Leading the pack is SheKnows Expert Amber Gordon, who found herself on the front lines of a political debate this week. Huddled in bed and ironically experiencing her own actual menstrual discomfort, Gordon created the hashtag #PeriodsAreNotAnInsult after reading about Trump's interview, in which he said of Kelly, "You could see there was blood coming out of her eyes, blood coming out of her wherever," which quickly went viral.
What began as a wry reprimand to @realDonaldTrump quickly gained support on Twitter. "It felt so good to tweet at him and let him know the pain I was experiencing," Gordon said.
thinking about coding something for women who get their periods to tweet at @realDonaldTrump and keep track of their cycle at the same time— Amber Gordon (@missambear) August 8, 2015
Gordon's mantra, "turn pain into content," produced a rallying cry for tweeters and, soon after, she launched PeriodsAreNotAnInsult.com, which helps people track their cycles by marking the occasion with a tweet to Trump. Other template tweets accommodate those who may want to tweet Trump without actually being on their period, and there's also an option for those who don't menstruate.
"Even if you don't get a period, you can still participate and let [Trump] know that you think [referencing] something someone can't control as an insult isn't cool. How old are we?" Gordon asked incredulously.
This isn't the first time Gordon has created an online community. She co-founded Femsplain for people who identify as female to share personal stories in a safe place. Gordon said she recognizes a misogynistic slam when she hears one, and Trump's dismissal that he doesn't have time for political correctness "is a cop out," she said. "What that really means is, 'I don't have time to be a decent person and think before I speak,'" Gordon said. "That's what that means."
Next, PeriodsAreNotAnInsult.com will curate shared stories of how the topic of menstruation has been lobbed as an insult.
"I hope the hashtag evolves past Donald Trump," Gordon said. "Anytime someone feels like they're being put down because of [having a period], they can rally up with the other people they met through the hashtag and feel safe again."
Gordon has stood up to adversity before, overcoming online harassment and going on to create Femsplain. Hackers took Femsplain down on International Women's Day in 2015, a move that only bolstered the site's membership and drove donations to its Kickstarter campaign.

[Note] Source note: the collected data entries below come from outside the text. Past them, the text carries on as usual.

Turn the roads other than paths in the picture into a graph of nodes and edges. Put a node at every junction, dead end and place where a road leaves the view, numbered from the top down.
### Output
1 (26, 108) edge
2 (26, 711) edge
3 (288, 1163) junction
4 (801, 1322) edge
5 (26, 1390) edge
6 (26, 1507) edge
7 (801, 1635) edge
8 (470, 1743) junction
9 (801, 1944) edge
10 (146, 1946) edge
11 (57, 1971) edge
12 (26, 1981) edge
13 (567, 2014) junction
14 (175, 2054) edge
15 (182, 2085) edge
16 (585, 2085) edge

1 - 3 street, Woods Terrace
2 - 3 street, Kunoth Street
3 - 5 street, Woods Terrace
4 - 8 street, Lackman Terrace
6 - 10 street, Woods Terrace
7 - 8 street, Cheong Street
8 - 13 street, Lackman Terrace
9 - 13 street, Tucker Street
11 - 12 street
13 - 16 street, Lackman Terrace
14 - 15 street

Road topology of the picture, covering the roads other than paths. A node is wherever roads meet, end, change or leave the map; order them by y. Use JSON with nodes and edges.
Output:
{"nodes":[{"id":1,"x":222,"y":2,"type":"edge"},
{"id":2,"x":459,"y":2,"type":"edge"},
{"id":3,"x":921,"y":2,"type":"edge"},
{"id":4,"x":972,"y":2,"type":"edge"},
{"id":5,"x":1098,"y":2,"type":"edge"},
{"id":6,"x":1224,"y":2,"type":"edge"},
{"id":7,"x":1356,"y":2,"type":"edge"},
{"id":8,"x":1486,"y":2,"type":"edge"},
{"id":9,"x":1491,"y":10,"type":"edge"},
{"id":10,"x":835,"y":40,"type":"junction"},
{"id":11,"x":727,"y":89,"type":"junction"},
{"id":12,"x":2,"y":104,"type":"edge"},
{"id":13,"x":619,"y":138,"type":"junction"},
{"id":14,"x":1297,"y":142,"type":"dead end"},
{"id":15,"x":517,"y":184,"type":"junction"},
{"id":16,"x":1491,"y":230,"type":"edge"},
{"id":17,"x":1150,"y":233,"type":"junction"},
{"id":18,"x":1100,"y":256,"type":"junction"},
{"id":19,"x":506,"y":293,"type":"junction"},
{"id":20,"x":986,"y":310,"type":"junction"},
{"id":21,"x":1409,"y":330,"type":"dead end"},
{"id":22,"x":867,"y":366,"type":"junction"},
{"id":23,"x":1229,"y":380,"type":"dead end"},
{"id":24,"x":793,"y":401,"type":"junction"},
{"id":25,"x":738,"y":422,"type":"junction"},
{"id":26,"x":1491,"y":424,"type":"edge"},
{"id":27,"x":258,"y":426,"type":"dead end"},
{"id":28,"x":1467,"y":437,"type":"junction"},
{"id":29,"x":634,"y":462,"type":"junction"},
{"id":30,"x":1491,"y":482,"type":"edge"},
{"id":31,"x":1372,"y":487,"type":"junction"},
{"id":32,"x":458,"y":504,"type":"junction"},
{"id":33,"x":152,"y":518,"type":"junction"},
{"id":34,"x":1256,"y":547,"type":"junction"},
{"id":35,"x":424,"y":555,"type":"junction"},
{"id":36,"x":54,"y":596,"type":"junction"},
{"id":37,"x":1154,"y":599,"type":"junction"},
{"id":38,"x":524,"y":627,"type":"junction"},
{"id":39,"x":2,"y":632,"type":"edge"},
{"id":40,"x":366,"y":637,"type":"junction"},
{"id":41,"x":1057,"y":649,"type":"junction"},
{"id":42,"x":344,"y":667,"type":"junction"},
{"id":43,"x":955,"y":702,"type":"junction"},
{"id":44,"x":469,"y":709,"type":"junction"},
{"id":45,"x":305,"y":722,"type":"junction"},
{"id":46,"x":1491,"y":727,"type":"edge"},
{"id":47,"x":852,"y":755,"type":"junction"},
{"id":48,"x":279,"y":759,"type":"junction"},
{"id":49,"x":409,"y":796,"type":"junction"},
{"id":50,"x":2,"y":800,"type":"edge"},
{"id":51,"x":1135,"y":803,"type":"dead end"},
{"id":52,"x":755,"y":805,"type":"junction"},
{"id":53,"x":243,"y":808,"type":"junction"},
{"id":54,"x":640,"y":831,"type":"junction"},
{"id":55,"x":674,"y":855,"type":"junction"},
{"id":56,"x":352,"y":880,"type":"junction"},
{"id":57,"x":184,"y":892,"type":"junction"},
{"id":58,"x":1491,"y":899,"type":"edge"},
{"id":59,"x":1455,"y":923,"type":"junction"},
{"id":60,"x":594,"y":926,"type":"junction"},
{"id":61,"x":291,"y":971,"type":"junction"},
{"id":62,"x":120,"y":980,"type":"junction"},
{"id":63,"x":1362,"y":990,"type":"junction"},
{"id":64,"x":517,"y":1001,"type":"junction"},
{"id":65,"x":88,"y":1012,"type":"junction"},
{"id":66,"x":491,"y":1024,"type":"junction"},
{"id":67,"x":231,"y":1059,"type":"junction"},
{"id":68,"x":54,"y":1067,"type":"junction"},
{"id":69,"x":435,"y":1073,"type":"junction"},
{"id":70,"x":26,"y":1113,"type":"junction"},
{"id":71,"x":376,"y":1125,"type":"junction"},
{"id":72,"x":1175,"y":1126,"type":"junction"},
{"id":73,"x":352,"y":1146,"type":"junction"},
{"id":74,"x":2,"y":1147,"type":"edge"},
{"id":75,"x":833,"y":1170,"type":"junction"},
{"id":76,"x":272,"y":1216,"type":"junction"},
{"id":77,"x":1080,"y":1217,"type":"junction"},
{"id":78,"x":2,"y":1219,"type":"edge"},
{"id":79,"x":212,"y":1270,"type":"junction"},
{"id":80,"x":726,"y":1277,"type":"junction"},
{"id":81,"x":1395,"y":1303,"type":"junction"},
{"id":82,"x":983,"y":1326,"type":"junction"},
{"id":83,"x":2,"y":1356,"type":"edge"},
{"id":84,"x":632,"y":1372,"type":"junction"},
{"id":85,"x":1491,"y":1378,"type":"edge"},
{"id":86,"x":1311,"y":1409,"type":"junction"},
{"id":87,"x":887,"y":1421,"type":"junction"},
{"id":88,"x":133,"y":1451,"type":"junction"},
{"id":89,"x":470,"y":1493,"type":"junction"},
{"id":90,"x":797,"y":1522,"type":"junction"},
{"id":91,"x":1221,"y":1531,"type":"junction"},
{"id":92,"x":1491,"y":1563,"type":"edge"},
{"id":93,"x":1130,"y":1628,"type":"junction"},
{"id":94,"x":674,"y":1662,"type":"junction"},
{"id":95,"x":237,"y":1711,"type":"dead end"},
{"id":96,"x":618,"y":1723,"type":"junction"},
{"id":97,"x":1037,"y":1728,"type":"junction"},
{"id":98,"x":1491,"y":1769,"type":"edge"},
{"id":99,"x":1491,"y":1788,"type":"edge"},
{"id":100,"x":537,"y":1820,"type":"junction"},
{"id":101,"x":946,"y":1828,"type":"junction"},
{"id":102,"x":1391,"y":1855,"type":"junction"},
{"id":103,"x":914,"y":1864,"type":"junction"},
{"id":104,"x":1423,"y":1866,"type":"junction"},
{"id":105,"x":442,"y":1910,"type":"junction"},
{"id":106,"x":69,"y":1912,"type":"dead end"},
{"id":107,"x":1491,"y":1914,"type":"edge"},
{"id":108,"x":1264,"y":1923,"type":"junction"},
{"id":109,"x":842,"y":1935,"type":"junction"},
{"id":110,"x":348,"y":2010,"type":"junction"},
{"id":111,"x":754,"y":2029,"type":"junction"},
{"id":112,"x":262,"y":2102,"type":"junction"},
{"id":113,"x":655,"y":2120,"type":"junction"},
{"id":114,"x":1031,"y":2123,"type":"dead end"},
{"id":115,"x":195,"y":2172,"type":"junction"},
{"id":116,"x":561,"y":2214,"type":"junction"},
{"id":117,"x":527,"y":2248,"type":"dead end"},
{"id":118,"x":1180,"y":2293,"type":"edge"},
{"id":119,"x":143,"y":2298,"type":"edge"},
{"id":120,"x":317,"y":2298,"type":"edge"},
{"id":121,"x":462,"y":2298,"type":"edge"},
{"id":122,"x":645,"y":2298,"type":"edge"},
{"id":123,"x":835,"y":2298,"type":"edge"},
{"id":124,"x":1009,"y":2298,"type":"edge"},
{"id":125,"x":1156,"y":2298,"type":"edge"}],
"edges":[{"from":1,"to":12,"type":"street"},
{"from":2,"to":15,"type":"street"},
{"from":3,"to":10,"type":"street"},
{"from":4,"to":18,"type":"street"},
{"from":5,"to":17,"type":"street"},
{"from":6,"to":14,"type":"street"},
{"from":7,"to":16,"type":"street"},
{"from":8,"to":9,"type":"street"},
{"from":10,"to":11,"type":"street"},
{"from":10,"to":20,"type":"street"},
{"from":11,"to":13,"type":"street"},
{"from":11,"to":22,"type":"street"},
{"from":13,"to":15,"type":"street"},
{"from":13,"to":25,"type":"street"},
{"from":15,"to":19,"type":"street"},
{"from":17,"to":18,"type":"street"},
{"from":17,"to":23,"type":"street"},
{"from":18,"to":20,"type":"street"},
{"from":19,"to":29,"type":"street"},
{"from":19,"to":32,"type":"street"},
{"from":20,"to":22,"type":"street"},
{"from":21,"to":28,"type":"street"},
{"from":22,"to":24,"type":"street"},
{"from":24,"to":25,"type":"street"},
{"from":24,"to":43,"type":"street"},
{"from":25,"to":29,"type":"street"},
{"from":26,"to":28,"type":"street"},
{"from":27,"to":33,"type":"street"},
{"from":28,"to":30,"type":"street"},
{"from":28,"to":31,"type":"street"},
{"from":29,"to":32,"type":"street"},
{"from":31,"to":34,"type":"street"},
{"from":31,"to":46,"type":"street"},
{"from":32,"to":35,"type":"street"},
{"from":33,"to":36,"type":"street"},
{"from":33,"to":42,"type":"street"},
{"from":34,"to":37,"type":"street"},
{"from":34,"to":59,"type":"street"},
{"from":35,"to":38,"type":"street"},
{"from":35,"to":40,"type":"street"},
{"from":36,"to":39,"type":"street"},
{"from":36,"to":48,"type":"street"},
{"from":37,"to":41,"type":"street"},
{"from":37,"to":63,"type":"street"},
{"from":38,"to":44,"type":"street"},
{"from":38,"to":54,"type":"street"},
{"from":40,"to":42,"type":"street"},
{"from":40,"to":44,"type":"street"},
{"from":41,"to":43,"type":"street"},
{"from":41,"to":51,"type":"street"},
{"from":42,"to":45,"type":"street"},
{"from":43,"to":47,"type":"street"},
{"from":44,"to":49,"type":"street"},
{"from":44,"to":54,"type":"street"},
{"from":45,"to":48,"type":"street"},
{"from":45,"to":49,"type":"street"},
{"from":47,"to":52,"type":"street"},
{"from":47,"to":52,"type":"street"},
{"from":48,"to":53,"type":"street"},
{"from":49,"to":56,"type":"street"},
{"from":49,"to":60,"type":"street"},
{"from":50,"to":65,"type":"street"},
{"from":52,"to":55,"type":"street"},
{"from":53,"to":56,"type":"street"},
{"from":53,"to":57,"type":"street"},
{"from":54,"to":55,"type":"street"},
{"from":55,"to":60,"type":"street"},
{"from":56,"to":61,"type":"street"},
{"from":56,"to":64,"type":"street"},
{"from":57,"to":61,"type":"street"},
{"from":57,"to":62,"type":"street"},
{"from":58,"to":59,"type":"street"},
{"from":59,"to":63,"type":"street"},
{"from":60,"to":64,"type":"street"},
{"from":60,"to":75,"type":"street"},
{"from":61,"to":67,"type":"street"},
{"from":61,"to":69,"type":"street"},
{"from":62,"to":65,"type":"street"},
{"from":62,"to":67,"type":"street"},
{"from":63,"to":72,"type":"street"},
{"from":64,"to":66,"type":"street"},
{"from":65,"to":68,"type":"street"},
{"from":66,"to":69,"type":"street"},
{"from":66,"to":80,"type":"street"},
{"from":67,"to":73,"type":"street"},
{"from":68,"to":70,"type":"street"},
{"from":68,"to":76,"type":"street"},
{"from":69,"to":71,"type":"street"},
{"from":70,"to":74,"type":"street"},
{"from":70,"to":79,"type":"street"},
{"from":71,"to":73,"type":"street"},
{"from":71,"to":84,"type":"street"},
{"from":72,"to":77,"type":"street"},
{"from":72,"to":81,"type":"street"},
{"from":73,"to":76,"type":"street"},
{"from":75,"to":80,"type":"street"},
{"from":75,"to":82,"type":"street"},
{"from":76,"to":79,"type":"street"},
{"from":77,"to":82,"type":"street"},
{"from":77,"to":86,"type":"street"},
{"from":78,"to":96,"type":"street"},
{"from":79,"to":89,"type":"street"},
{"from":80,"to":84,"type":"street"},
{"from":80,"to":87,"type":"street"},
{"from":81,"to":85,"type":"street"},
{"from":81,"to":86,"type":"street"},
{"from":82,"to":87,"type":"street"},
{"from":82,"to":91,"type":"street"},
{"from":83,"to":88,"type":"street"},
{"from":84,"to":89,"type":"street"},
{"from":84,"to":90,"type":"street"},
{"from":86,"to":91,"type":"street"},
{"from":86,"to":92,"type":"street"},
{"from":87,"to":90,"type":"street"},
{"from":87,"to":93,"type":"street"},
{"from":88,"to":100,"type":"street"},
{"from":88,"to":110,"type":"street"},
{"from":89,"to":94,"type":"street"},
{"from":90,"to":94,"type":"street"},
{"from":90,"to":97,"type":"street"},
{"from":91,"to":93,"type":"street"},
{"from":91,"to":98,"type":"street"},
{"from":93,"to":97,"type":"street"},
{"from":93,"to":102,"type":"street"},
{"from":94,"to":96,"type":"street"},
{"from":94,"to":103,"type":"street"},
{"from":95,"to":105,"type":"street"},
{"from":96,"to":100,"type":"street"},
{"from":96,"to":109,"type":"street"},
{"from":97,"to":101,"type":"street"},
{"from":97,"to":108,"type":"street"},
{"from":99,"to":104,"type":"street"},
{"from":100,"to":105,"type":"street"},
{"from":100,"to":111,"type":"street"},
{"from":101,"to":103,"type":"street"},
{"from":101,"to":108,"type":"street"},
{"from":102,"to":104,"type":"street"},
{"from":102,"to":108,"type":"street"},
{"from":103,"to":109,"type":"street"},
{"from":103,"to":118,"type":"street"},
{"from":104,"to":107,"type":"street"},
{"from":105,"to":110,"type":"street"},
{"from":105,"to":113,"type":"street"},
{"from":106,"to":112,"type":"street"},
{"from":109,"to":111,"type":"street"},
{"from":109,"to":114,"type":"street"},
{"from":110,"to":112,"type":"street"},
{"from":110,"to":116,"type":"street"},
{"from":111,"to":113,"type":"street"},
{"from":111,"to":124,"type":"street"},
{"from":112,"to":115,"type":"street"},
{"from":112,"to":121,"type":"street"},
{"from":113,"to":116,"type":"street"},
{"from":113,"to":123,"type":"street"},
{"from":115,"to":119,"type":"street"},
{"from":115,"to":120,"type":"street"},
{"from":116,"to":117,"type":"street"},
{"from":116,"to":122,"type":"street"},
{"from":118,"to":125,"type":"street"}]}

A former creative strategist for Tumblr and social media manager for Denny's, Gordon sees the Trump period debacle as an opportunity to change the way a generation talks about menstruation. "It was never talked about when I was a kid and if it was, it was behind closed doors by my mom or the health classroom teacher," she explained. "It was very gender-separated."
"The more that we talk about it, the less uncomfortable everyone will feel — men included."